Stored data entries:
_ _ _ _
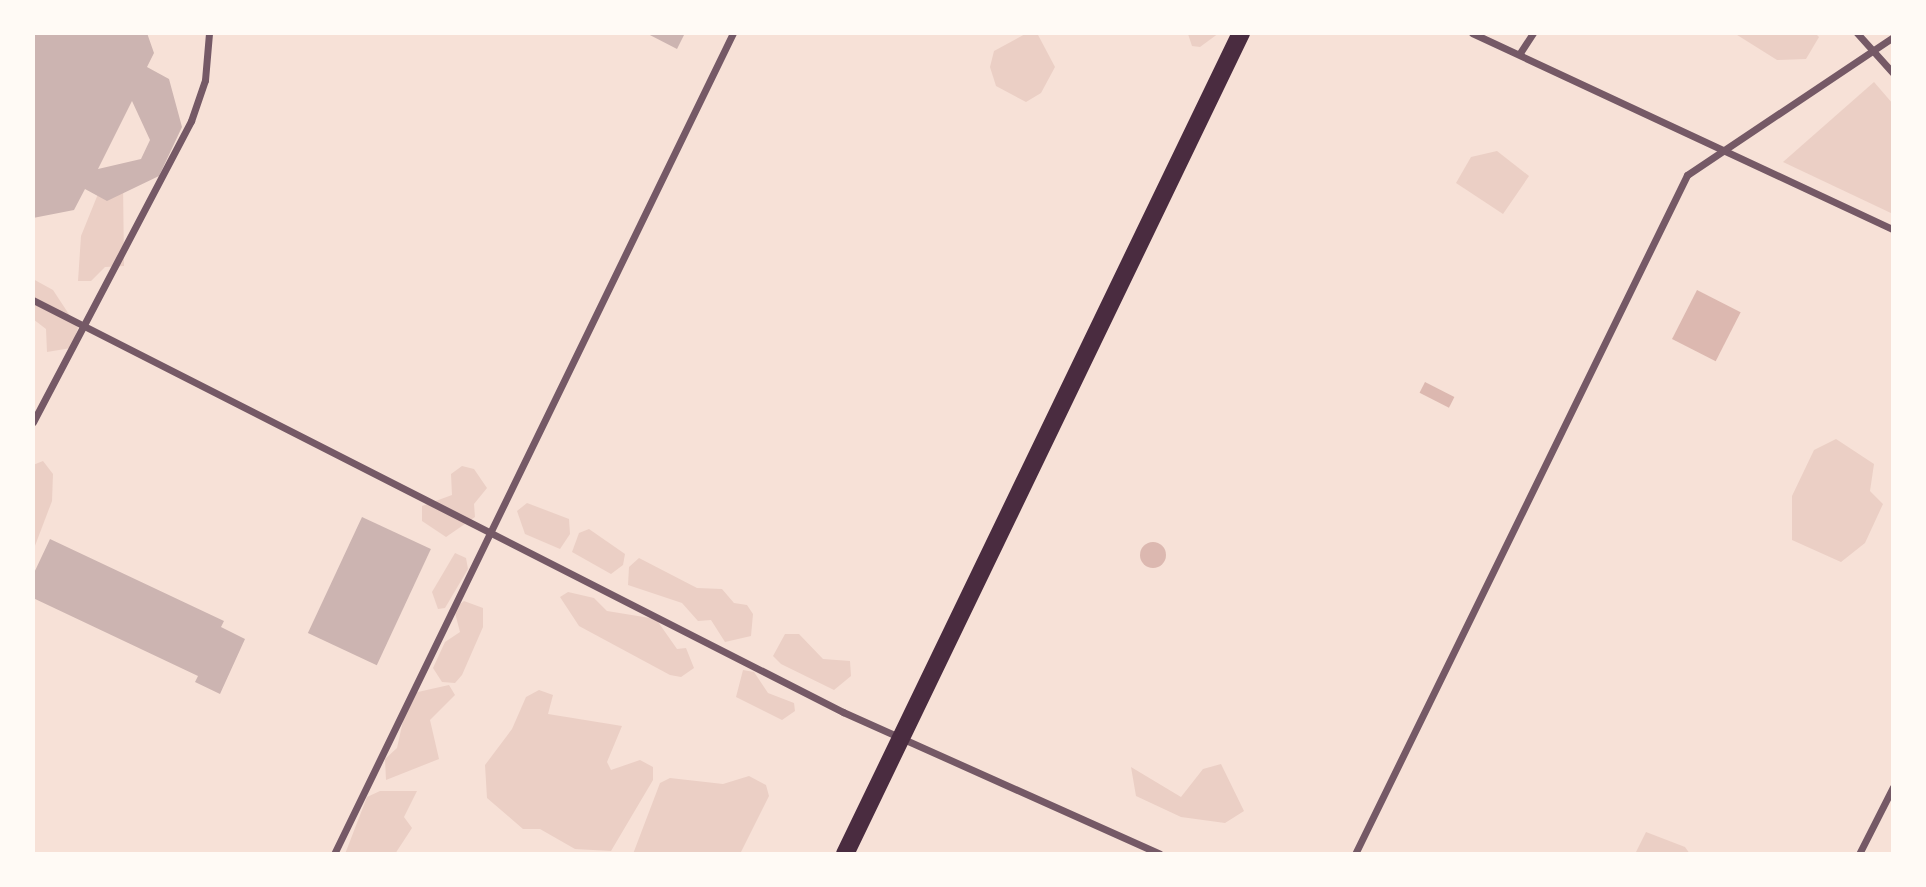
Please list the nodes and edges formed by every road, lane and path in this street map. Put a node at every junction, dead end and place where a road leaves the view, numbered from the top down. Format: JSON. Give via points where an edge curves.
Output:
{"nodes":[{"id":1,"x":209,"y":33,"type":"edge"},
{"id":2,"x":733,"y":33,"type":"edge"},
{"id":3,"x":1241,"y":33,"type":"edge"},
{"id":4,"x":1472,"y":33,"type":"edge"},
{"id":5,"x":1533,"y":33,"type":"edge"},
{"id":6,"x":1857,"y":33,"type":"edge"},
{"id":7,"x":1893,"y":37,"type":"edge"},
{"id":8,"x":1875,"y":52,"type":"junction"},
{"id":9,"x":1521,"y":53,"type":"junction"},
{"id":10,"x":1893,"y":73,"type":"edge"},
{"id":11,"x":1727,"y":152,"type":"junction"},
{"id":12,"x":1893,"y":229,"type":"edge"},
{"id":13,"x":33,"y":300,"type":"edge"},
{"id":14,"x":79,"y":325,"type":"junction"},
{"id":15,"x":33,"y":422,"type":"edge"},
{"id":16,"x":493,"y":533,"type":"junction"},
{"id":17,"x":901,"y":740,"type":"junction"},
{"id":18,"x":1893,"y":787,"type":"edge"},
{"id":19,"x":334,"y":854,"type":"edge"},
{"id":20,"x":845,"y":854,"type":"edge"},
{"id":21,"x":1160,"y":854,"type":"edge"},
{"id":22,"x":1355,"y":854,"type":"edge"},
{"id":23,"x":1859,"y":854,"type":"edge"}],
"edges":[{"from":1,"to":14,"type":"street","via":[[205,80],[191,121]]},
{"from":2,"to":16,"type":"street"},
{"from":3,"to":17,"type":"main road"},
{"from":4,"to":9,"type":"street"},
{"from":5,"to":9,"type":"street"},
{"from":6,"to":8,"type":"street"},
{"from":7,"to":8,"type":"street"},
{"from":8,"to":10,"type":"street"},
{"from":8,"to":11,"type":"street"},
{"from":9,"to":11,"type":"street"},
{"from":11,"to":12,"type":"street"},
{"from":11,"to":22,"type":"street","via":[[1687,175]]},
{"from":13,"to":14,"type":"street"},
{"from":14,"to":15,"type":"street"},
{"from":14,"to":16,"type":"street"},
{"from":16,"to":17,"type":"street"},
{"from":16,"to":19,"type":"street"},
{"from":17,"to":20,"type":"main road"},
{"from":17,"to":21,"type":"street","via":[[939,751]]},
{"from":18,"to":23,"type":"street"}]}
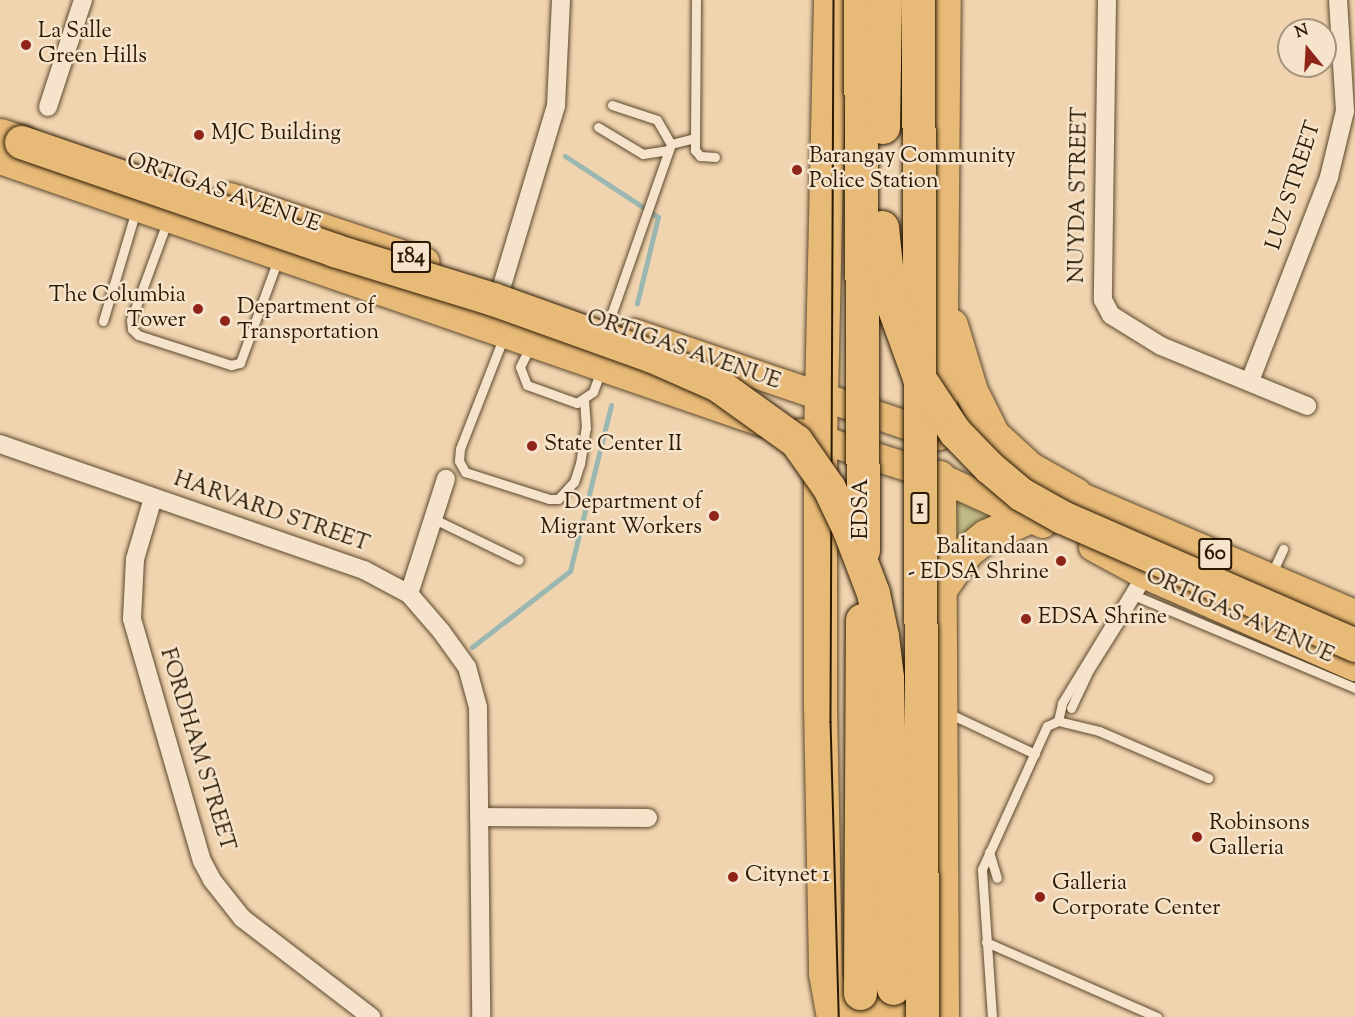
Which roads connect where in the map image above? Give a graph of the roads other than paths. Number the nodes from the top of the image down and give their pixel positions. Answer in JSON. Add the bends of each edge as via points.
{"nodes":[{"id":1,"x":83,"y":0,"type":"edge"},
{"id":2,"x":560,"y":0,"type":"edge"},
{"id":3,"x":696,"y":0,"type":"edge"},
{"id":4,"x":830,"y":0,"type":"edge"},
{"id":5,"x":846,"y":0,"type":"edge"},
{"id":6,"x":860,"y":0,"type":"edge"},
{"id":7,"x":885,"y":0,"type":"edge"},
{"id":8,"x":918,"y":0,"type":"edge"},
{"id":9,"x":944,"y":0,"type":"edge"},
{"id":10,"x":1107,"y":0,"type":"edge"},
{"id":11,"x":1338,"y":0,"type":"edge"},
{"id":12,"x":1350,"y":102,"type":"edge"},
{"id":13,"x":612,"y":105,"type":"dead end"},
{"id":14,"x":48,"y":106,"type":"dead end"},
{"id":15,"x":0,"y":118,"type":"edge"},
{"id":16,"x":598,"y":127,"type":"dead end"},
{"id":17,"x":695,"y":138,"type":"junction"},
{"id":18,"x":7,"y":146,"type":"edge"},
{"id":19,"x":670,"y":147,"type":"junction"},
{"id":20,"x":715,"y":157,"type":"dead end"},
{"id":21,"x":942,"y":205,"type":"junction"},
{"id":22,"x":136,"y":207,"type":"junction"},
{"id":23,"x":168,"y":218,"type":"junction"},
{"id":24,"x":316,"y":225,"type":"junction"},
{"id":25,"x":848,"y":234,"type":"junction"},
{"id":26,"x":368,"y":242,"type":"junction"},
{"id":27,"x":294,"y":262,"type":"junction"},
{"id":28,"x":354,"y":282,"type":"junction"},
{"id":29,"x":941,"y":283,"type":"junction"},
{"id":30,"x":501,"y":289,"type":"junction"},
{"id":31,"x":104,"y":321,"type":"dead end"},
{"id":32,"x":609,"y":324,"type":"junction"},
{"id":33,"x":504,"y":334,"type":"junction"},
{"id":34,"x":532,"y":344,"type":"junction"},
{"id":35,"x":602,"y":368,"type":"junction"},
{"id":36,"x":1250,"y":381,"type":"junction"},
{"id":37,"x":584,"y":402,"type":"junction"},
{"id":38,"x":839,"y":402,"type":"junction"},
{"id":39,"x":1307,"y":406,"type":"dead end"},
{"id":40,"x":745,"y":417,"type":"junction"},
{"id":41,"x":940,"y":436,"type":"junction"},
{"id":42,"x":0,"y":444,"type":"edge"},
{"id":43,"x":836,"y":444,"type":"junction"},
{"id":44,"x":1032,"y":475,"type":"junction"},
{"id":45,"x":939,"y":477,"type":"junction"},
{"id":46,"x":446,"y":479,"type":"dead end"},
{"id":47,"x":1075,"y":494,"type":"junction"},
{"id":48,"x":153,"y":498,"type":"junction"},
{"id":49,"x":829,"y":501,"type":"junction"},
{"id":50,"x":1026,"y":517,"type":"junction"},
{"id":51,"x":434,"y":519,"type":"junction"},
{"id":52,"x":1283,"y":549,"type":"dead end"},
{"id":53,"x":519,"y":560,"type":"dead end"},
{"id":54,"x":1139,"y":574,"type":"junction"},
{"id":55,"x":1270,"y":577,"type":"junction"},
{"id":56,"x":938,"y":591,"type":"junction"},
{"id":57,"x":409,"y":594,"type":"junction"},
{"id":58,"x":1355,"y":614,"type":"edge"},
{"id":59,"x":1352,"y":655,"type":"edge"},
{"id":60,"x":838,"y":676,"type":"junction"},
{"id":61,"x":1355,"y":688,"type":"edge"},
{"id":62,"x":938,"y":704,"type":"junction"},
{"id":63,"x":1071,"y":708,"type":"dead end"},
{"id":64,"x":1058,"y":721,"type":"junction"},
{"id":65,"x":1035,"y":754,"type":"junction"},
{"id":66,"x":1208,"y":778,"type":"dead end"},
{"id":67,"x":479,"y":817,"type":"junction"},
{"id":68,"x":648,"y":818,"type":"dead end"},
{"id":69,"x":988,"y":852,"type":"junction"},
{"id":70,"x":997,"y":878,"type":"dead end"},
{"id":71,"x":986,"y":942,"type":"junction"},
{"id":72,"x":893,"y":1003,"type":"edge"},
{"id":73,"x":860,"y":1005,"type":"edge"},
{"id":74,"x":1138,"y":1013,"type":"edge"},
{"id":75,"x":371,"y":1017,"type":"edge"},
{"id":76,"x":482,"y":1017,"type":"edge"},
{"id":77,"x":833,"y":1017,"type":"edge"},
{"id":78,"x":922,"y":1017,"type":"edge"},
{"id":79,"x":942,"y":1017,"type":"edge"},
{"id":80,"x":992,"y":1017,"type":"edge"},
{"id":81,"x":1157,"y":1017,"type":"edge"}],
"edges":[{"from":1,"to":14,"type":"street"},
{"from":2,"to":30,"type":"street","via":[[556,106]]},
{"from":3,"to":17,"type":"lane"},
{"from":4,"to":38,"type":"highway"},
{"from":5,"to":25,"type":"highway"},
{"from":6,"to":73,"type":"highway","name":"EDSA","bridge":true},
{"from":7,"to":59,"type":"highway","bridge":true,"via":[[884,269],[906,349],[944,418],[990,467],[1041,506]]},
{"from":8,"to":78,"type":"highway","number":"1","bridge":true},
{"from":9,"to":21,"type":"highway","number":"1"},
{"from":10,"to":36,"type":"street","name":"NUYDA STREET","via":[[1103,300],[1112,315],[1161,346]]},
{"from":11,"to":12,"type":"street","name":"LUZ STREET"},
{"from":12,"to":36,"type":"street","name":"LUZ STREET","via":[[1329,177]]},
{"from":13,"to":19,"type":"lane","via":[[657,120]]},
{"from":15,"to":24,"type":"main road","name":"ORTIGAS AVENUE","number":"184"},
{"from":16,"to":19,"type":"lane","via":[[643,154]]},
{"from":17,"to":19,"type":"lane"},
{"from":17,"to":20,"type":"lane","via":[[697,154]]},
{"from":18,"to":22,"type":"main road","name":"ORTIGAS AVENUE","number":"184"},
{"from":18,"to":72,"type":"highway","bridge":true,"via":[[493,298],[652,356],[718,385],[796,441],[829,488],[849,530],[873,593],[882,636],[887,677]]},
{"from":19,"to":32,"type":"lane"},
{"from":21,"to":25,"type":"highway","via":[[930,228],[908,244],[882,248]]},
{"from":21,"to":29,"type":"highway","number":"1"},
{"from":22,"to":23,"type":"main road","name":"ORTIGAS AVENUE","number":"184"},
{"from":22,"to":31,"type":"lane"},
{"from":23,"to":27,"type":"main road","name":"ORTIGAS AVENUE","number":"184"},
{"from":23,"to":27,"type":"lane","via":[[131,320],[138,335],[231,365],[240,363]]},
{"from":24,"to":26,"type":"main road","name":"ORTIGAS AVENUE","number":"184"},
{"from":24,"to":27,"type":"main road","via":[[288,237]]},
{"from":24,"to":27,"type":"main road","via":[[333,243],[330,255]]},
{"from":25,"to":38,"type":"highway"},
{"from":26,"to":28,"type":"main road","via":[[351,262]]},
{"from":26,"to":30,"type":"main road","name":"ORTIGAS AVENUE","number":"184"},
{"from":27,"to":28,"type":"main road","name":"ORTIGAS AVENUE","number":"184"},
{"from":28,"to":33,"type":"main road","name":"ORTIGAS AVENUE","number":"184"},
{"from":29,"to":41,"type":"highway","number":"1"},
{"from":29,"to":47,"type":"highway","via":[[964,371],[993,435],[1029,468]]},
{"from":30,"to":32,"type":"main road","name":"ORTIGAS AVENUE","number":"184"},
{"from":32,"to":38,"type":"main road","name":"ORTIGAS AVENUE","number":"184"},
{"from":33,"to":34,"type":"main road","name":"ORTIGAS AVENUE","number":"184"},
{"from":33,"to":37,"type":"lane","via":[[460,448],[459,461],[465,472],[558,499],[574,482],[580,465],[586,428]]},
{"from":34,"to":35,"type":"main road","name":"ORTIGAS AVENUE","number":"184"},
{"from":34,"to":37,"type":"lane","via":[[520,367],[527,385]]},
{"from":35,"to":37,"type":"lane","via":[[593,392]]},
{"from":35,"to":40,"type":"main road","name":"ORTIGAS AVENUE","number":"184"},
{"from":36,"to":39,"type":"street","name":"NUYDA STREET"},
{"from":38,"to":41,"type":"main road","name":"ORTIGAS AVENUE","number":"60"},
{"from":38,"to":43,"type":"highway"},
{"from":40,"to":43,"type":"main road","name":"ORTIGAS AVENUE","number":"184"},
{"from":40,"to":49,"type":"highway","via":[[772,434]]},
{"from":41,"to":44,"type":"main road","name":"ORTIGAS AVENUE","number":"60"},
{"from":41,"to":45,"type":"main road","number":"1"},
{"from":42,"to":48,"type":"street","name":"HARVARD STREET"},
{"from":43,"to":45,"type":"main road","name":"ORTIGAS AVENUE","number":"60"},
{"from":43,"to":49,"type":"highway"},
{"from":43,"to":60,"type":"highway"},
{"from":44,"to":47,"type":"main road","name":"ORTIGAS AVENUE","number":"60"},
{"from":44,"to":50,"type":"main road","via":[[1019,479],[1010,500]]},
{"from":45,"to":50,"type":"main road","name":"ORTIGAS AVENUE","number":"60"},
{"from":45,"to":56,"type":"highway","number":"1"},
{"from":46,"to":51,"type":"street"},
{"from":47,"to":55,"type":"main road","name":"ORTIGAS AVENUE","number":"60"},
{"from":48,"to":57,"type":"street","name":"HARVARD STREET","via":[[303,546],[364,570]]},
{"from":48,"to":75,"type":"street","name":"FORDHAM STREET","via":[[135,559],[132,619],[202,861],[242,918]]},
{"from":49,"to":60,"type":"highway","via":[[832,672]]},
{"from":49,"to":77,"type":"highway","via":[[825,973]]},
{"from":50,"to":54,"type":"main road","name":"ORTIGAS AVENUE","number":"60"},
{"from":50,"to":56,"type":"highway","via":[[986,536],[966,552]]},
{"from":50,"to":59,"type":"lane","via":[[1052,518],[1336,642]]},
{"from":51,"to":53,"type":"lane"},
{"from":51,"to":57,"type":"street"},
{"from":52,"to":55,"type":"lane"},
{"from":54,"to":59,"type":"main road","name":"ORTIGAS AVENUE","number":"60"},
{"from":54,"to":61,"type":"lane"},
{"from":54,"to":63,"type":"lane"},
{"from":54,"to":64,"type":"lane","via":[[1062,704]]},
{"from":55,"to":58,"type":"main road","name":"ORTIGAS AVENUE","number":"60"},
{"from":56,"to":62,"type":"highway","number":"1"},
{"from":57,"to":67,"type":"street","name":"HARVARD STREET","via":[[467,667],[478,707]]},
{"from":60,"to":62,"type":"highway","via":[[864,660],[892,660],[916,672]]},
{"from":60,"to":77,"type":"highway","via":[[841,973]]},
{"from":62,"to":65,"type":"lane"},
{"from":62,"to":79,"type":"highway","number":"1"},
{"from":64,"to":65,"type":"lane","via":[[1047,726]]},
{"from":64,"to":66,"type":"lane","via":[[1099,731]]},
{"from":65,"to":69,"type":"lane"},
{"from":67,"to":68,"type":"street"},
{"from":67,"to":76,"type":"street","name":"HARVARD STREET"},
{"from":69,"to":70,"type":"lane"},
{"from":69,"to":71,"type":"lane","via":[[982,869]]},
{"from":71,"to":74,"type":"lane"},
{"from":71,"to":80,"type":"lane"},
{"from":74,"to":81,"type":"lane"}]}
_ _ _ _
[Task description] Whenever the word "Give" shows up in a line of the entries above, copy that line.

[Result below]
Please list the nodes and edges formed by every road, lane and path in this street map. Put a node at every junction, dead end and place where a road leaves the view, numbered from the top down. Format: JSON. Give via points where an edge curves.
Which roads connect where in the map image above? Give a graph of the roads other than paths. Number the nodes from the top of the image down and give their pixel positions. Answer in JSON. Add the bends of each edge as via points.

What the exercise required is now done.